- **What this task involves**:
Output the listing word for word, minus pictures.

- **Data**:
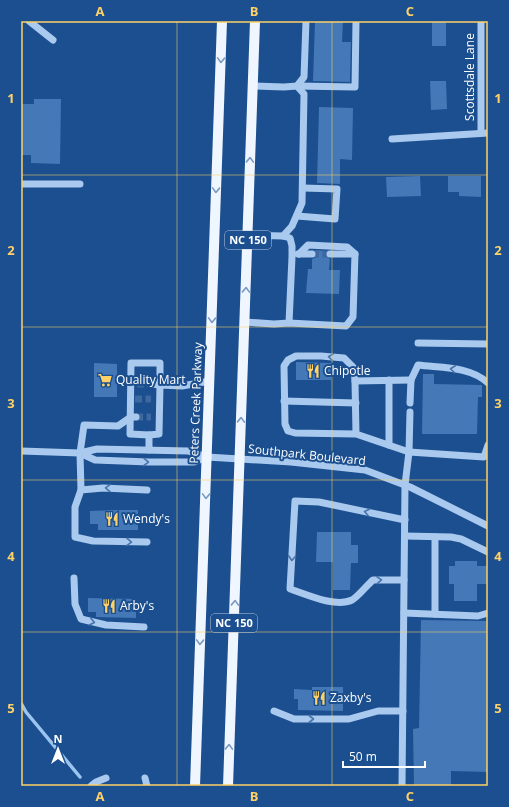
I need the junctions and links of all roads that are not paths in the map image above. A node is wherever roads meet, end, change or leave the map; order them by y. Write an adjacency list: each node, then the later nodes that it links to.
1 (29, 21): 7 (street)
2 (222, 21): 28 (main road, Peters Creek Parkway / NC 150, one-way to 28)
3 (255, 21): 8 (main road, NC 150)
4 (306, 21): 9 (street)
5 (356, 21): 9 (street)
6 (481, 21): 10 (street, Scottsdale Lane)
7 (53, 40)
8 (253, 86): 9 (street); 16 (main road, NC 150, one-way to 8)
9 (298, 86): 14 (street)
10 (485, 133): 11 (street)
11 (392, 139)
12 (21, 184): 13 (street)
13 (80, 184)
14 (303, 188): 15 (street); 15 (street)
15 (297, 216): 17 (street)
16 (248, 235): 17 (street); 22 (main road, NC 150, one-way to 16)
17 (283, 236): 18 (street)
18 (296, 253): 19 (street); 21 (street); 23 (street)
19 (312, 254)
20 (330, 254): 21 (street)
21 (355, 254): 23 (street)
22 (245, 322): 23 (street); 51 (main road, NC 150, one-way to 22)
23 (289, 323)
24 (418, 342): 25 (street)
25 (488, 344)
26 (389, 380): 27 (street); 29 (street); 44 (street)
27 (411, 380): 30 (street, one-way to 27); 37 (street)
28 (210, 381): 32 (street); 50 (main road, Peters Creek Parkway / NC 150)
29 (356, 381): 35 (street, one-way to 35); 36 (street)
30 (488, 383)
31 (151, 384): 32 (street)
32 (160, 385): 34 (street); 39 (street)
33 (151, 398): 34 (street)
34 (159, 398): 41 (street)
35 (284, 401): 36 (street); 42 (street)
36 (356, 402): 42 (street)
37 (410, 403)
38 (410, 412): 48 (street)
39 (133, 417): 43 (street); 49 (street)
40 (151, 417): 41 (street)
41 (159, 417): 43 (street)
42 (356, 434): 44 (street)
43 (149, 435): 46 (street)
44 (389, 445): 48 (street)
45 (488, 445): 48 (street)
46 (149, 450): 49 (street, Southpark Boulevard); 50 (street, Southpark Boulevard)
47 (21, 451): 49 (street, Southpark Boulevard)
48 (409, 452): 52 (street)
49 (80, 453): 50 (street, Southpark Boulevard, one-way to 50); 53 (street)
50 (207, 457): 51 (street, Southpark Boulevard); 73 (main road, Peters Creek Parkway / NC 150, one-way to 73)
51 (240, 459): 52 (street, Southpark Boulevard); 74 (main road, NC 150, one-way to 51)
52 (405, 485): 55 (street); 56 (street, Southpark Boulevard)
53 (81, 490): 54 (street, one-way to 53); 59 (street, one-way to 59)
54 (147, 490)
55 (405, 520): 57 (street); 62 (street, one-way to 62)
56 (488, 526)
57 (404, 536): 58 (street); 62 (street)
58 (435, 537): 60 (street); 65 (street)
59 (147, 542)
60 (488, 552)
61 (74, 578): 66 (street, one-way to 66)
62 (404, 580): 63 (street)
63 (404, 613): 65 (street); 68 (street)
64 (488, 613): 65 (street)
65 (435, 614)
66 (144, 627)
67 (274, 711): 68 (street, one-way to 68)
68 (403, 711): 75 (street)
69 (106, 778): 71 (street)
70 (145, 778): 72 (street)
71 (91, 786)
72 (147, 786)
73 (195, 786)
74 (228, 786)
75 (402, 786)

- **Result of the exercise**:
I need the junctions and links of all roads that are not paths in the map image above. A node is wherever roads meet, end, change or leave the map; order them by y. Write an adjacency list: each node, then the later nodes that it links to.
1 (29, 21): 7 (street)
2 (222, 21): 28 (main road, Peters Creek Parkway / NC 150, one-way to 28)
3 (255, 21): 8 (main road, NC 150)
4 (306, 21): 9 (street)
5 (356, 21): 9 (street)
6 (481, 21): 10 (street, Scottsdale Lane)
7 (53, 40)
8 (253, 86): 9 (street); 16 (main road, NC 150, one-way to 8)
9 (298, 86): 14 (street)
10 (485, 133): 11 (street)
11 (392, 139)
12 (21, 184): 13 (street)
13 (80, 184)
14 (303, 188): 15 (street); 15 (street)
15 (297, 216): 17 (street)
16 (248, 235): 17 (street); 22 (main road, NC 150, one-way to 16)
17 (283, 236): 18 (street)
18 (296, 253): 19 (street); 21 (street); 23 (street)
19 (312, 254)
20 (330, 254): 21 (street)
21 (355, 254): 23 (street)
22 (245, 322): 23 (street); 51 (main road, NC 150, one-way to 22)
23 (289, 323)
24 (418, 342): 25 (street)
25 (488, 344)
26 (389, 380): 27 (street); 29 (street); 44 (street)
27 (411, 380): 30 (street, one-way to 27); 37 (street)
28 (210, 381): 32 (street); 50 (main road, Peters Creek Parkway / NC 150)
29 (356, 381): 35 (street, one-way to 35); 36 (street)
30 (488, 383)
31 (151, 384): 32 (street)
32 (160, 385): 34 (street); 39 (street)
33 (151, 398): 34 (street)
34 (159, 398): 41 (street)
35 (284, 401): 36 (street); 42 (street)
36 (356, 402): 42 (street)
37 (410, 403)
38 (410, 412): 48 (street)
39 (133, 417): 43 (street); 49 (street)
40 (151, 417): 41 (street)
41 (159, 417): 43 (street)
42 (356, 434): 44 (street)
43 (149, 435): 46 (street)
44 (389, 445): 48 (street)
45 (488, 445): 48 (street)
46 (149, 450): 49 (street, Southpark Boulevard); 50 (street, Southpark Boulevard)
47 (21, 451): 49 (street, Southpark Boulevard)
48 (409, 452): 52 (street)
49 (80, 453): 50 (street, Southpark Boulevard, one-way to 50); 53 (street)
50 (207, 457): 51 (street, Southpark Boulevard); 73 (main road, Peters Creek Parkway / NC 150, one-way to 73)
51 (240, 459): 52 (street, Southpark Boulevard); 74 (main road, NC 150, one-way to 51)
52 (405, 485): 55 (street); 56 (street, Southpark Boulevard)
53 (81, 490): 54 (street, one-way to 53); 59 (street, one-way to 59)
54 (147, 490)
55 (405, 520): 57 (street); 62 (street, one-way to 62)
56 (488, 526)
57 (404, 536): 58 (street); 62 (street)
58 (435, 537): 60 (street); 65 (street)
59 (147, 542)
60 (488, 552)
61 (74, 578): 66 (street, one-way to 66)
62 (404, 580): 63 (street)
63 (404, 613): 65 (street); 68 (street)
64 (488, 613): 65 (street)
65 (435, 614)
66 (144, 627)
67 (274, 711): 68 (street, one-way to 68)
68 (403, 711): 75 (street)
69 (106, 778): 71 (street)
70 (145, 778): 72 (street)
71 (91, 786)
72 (147, 786)
73 (195, 786)
74 (228, 786)
75 (402, 786)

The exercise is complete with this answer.